### Data for this exercise:
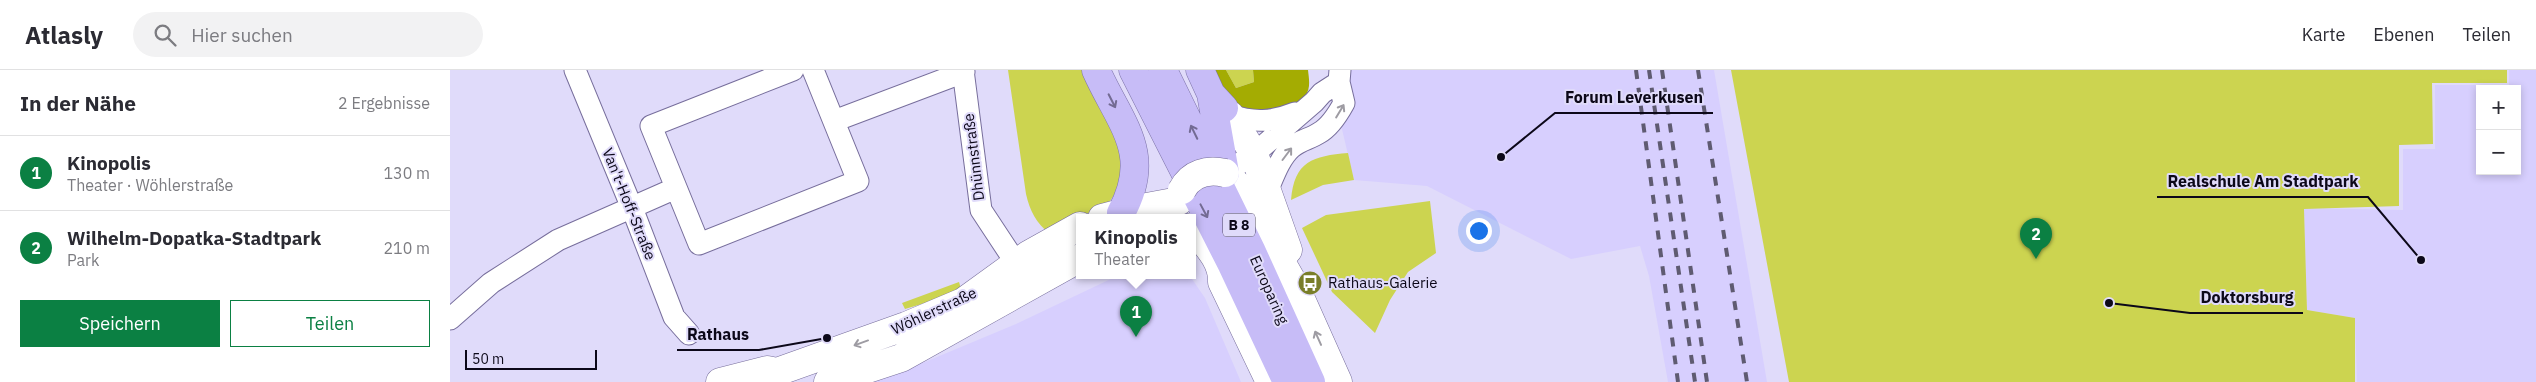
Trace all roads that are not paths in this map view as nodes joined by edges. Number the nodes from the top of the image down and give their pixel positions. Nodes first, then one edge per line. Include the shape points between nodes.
1 (575, 70) edge
2 (793, 70) edge
3 (813, 70) edge
4 (1096, 70) edge
5 (1133, 70) edge
6 (1163, 70) edge
7 (964, 71) edge
8 (1340, 76) edge
9 (1206, 82) edge
10 (1305, 109) junction
11 (1230, 115) junction
12 (834, 121) junction
13 (1128, 132) junction
14 (1254, 154) junction
15 (1223, 160) junction
16 (676, 188) junction
17 (1268, 189) junction
18 (1183, 203) edge
19 (632, 208) junction
20 (1115, 214) edge
21 (1127, 214) edge
22 (1076, 228) edge
23 (1196, 232) edge
24 (1076, 244) edge
25 (1076, 261) edge
26 (1196, 262) edge
27 (1016, 263) junction
28 (1076, 278) edge
29 (1222, 282) junction
30 (1296, 288) junction
31 (1011, 306) junction
32 (450, 319) edge
33 (689, 334) dead end
34 (769, 377) edge
35 (720, 382) edge
36 (828, 382) edge
37 (1270, 382) edge
38 (1287, 382) edge
39 (1311, 382) edge
40 (1338, 382) edge

1 - 19 street, Van't-Hoff-Straße
2 - 16 street via 651,126
3 - 12 street
4 -> 13 highway
5 -> 38 highway, Europaring / B 8 via 1232,264
39 -> 6 highway, Europaring / B 8
7 - 12 street
7 - 27 street, Dhünnstraße via 981,210
8 - 10 street
17 -> 8 street via 1277,167 1290,149 1319,133 1336,118 1344,103
9 - 11 highway
9 - 15 highway
10 - 11 street via 1267,121 1245,120
10 - 14 street
11 - 14 main road, Europaring
12 - 16 street via 858,181 699,244
13 - 18 highway via 1163,170
13 - 20 highway via 1136,159 1135,175 1128,201
14 - 15 street
14 - 17 main road, Europaring
15 - 18 main road, bridge via 1212,170 1193,176
15 - 30 main road, Europaring
16 - 19 street
17 - 30 main road, Europaring via 1290,257
18 - 21 main road
19 - 32 street via 558,240 491,284
19 - 33 street, Van't-Hoff-Straße via 674,318
22 - 27 main road, Wöhlerstraße
23 - 29 main road via 1215,256 1222,271
24 - 31 main road via 1024,276
25 - 31 main road, Wöhlerstraße
26 - 29 main road via 1209,277
27 -> 34 main road, Wöhlerstraße via 963,302
28 - 31 main road, Wöhlerstraße
29 - 37 main road
40 -> 30 main road, Europaring
31 - 36 main road, Wöhlerstraße via 901,358
34 - 35 main road, Wöhlerstraße via 767,370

### What is expected:
Pictures are to be left out, while the records are copied word for word.

### Solution to this task:
Trace all roads that are not paths in this map view as nodes joined by edges. Number the nodes from the top of the image down and give their pixel positions. Nodes first, then one edge per line. Include the shape points between nodes.
1 (575, 70) edge
2 (793, 70) edge
3 (813, 70) edge
4 (1096, 70) edge
5 (1133, 70) edge
6 (1163, 70) edge
7 (964, 71) edge
8 (1340, 76) edge
9 (1206, 82) edge
10 (1305, 109) junction
11 (1230, 115) junction
12 (834, 121) junction
13 (1128, 132) junction
14 (1254, 154) junction
15 (1223, 160) junction
16 (676, 188) junction
17 (1268, 189) junction
18 (1183, 203) edge
19 (632, 208) junction
20 (1115, 214) edge
21 (1127, 214) edge
22 (1076, 228) edge
23 (1196, 232) edge
24 (1076, 244) edge
25 (1076, 261) edge
26 (1196, 262) edge
27 (1016, 263) junction
28 (1076, 278) edge
29 (1222, 282) junction
30 (1296, 288) junction
31 (1011, 306) junction
32 (450, 319) edge
33 (689, 334) dead end
34 (769, 377) edge
35 (720, 382) edge
36 (828, 382) edge
37 (1270, 382) edge
38 (1287, 382) edge
39 (1311, 382) edge
40 (1338, 382) edge

1 - 19 street, Van't-Hoff-Straße
2 - 16 street via 651,126
3 - 12 street
4 -> 13 highway
5 -> 38 highway, Europaring / B 8 via 1232,264
39 -> 6 highway, Europaring / B 8
7 - 12 street
7 - 27 street, Dhünnstraße via 981,210
8 - 10 street
17 -> 8 street via 1277,167 1290,149 1319,133 1336,118 1344,103
9 - 11 highway
9 - 15 highway
10 - 11 street via 1267,121 1245,120
10 - 14 street
11 - 14 main road, Europaring
12 - 16 street via 858,181 699,244
13 - 18 highway via 1163,170
13 - 20 highway via 1136,159 1135,175 1128,201
14 - 15 street
14 - 17 main road, Europaring
15 - 18 main road, bridge via 1212,170 1193,176
15 - 30 main road, Europaring
16 - 19 street
17 - 30 main road, Europaring via 1290,257
18 - 21 main road
19 - 32 street via 558,240 491,284
19 - 33 street, Van't-Hoff-Straße via 674,318
22 - 27 main road, Wöhlerstraße
23 - 29 main road via 1215,256 1222,271
24 - 31 main road via 1024,276
25 - 31 main road, Wöhlerstraße
26 - 29 main road via 1209,277
27 -> 34 main road, Wöhlerstraße via 963,302
28 - 31 main road, Wöhlerstraße
29 - 37 main road
40 -> 30 main road, Europaring
31 - 36 main road, Wöhlerstraße via 901,358
34 - 35 main road, Wöhlerstraße via 767,370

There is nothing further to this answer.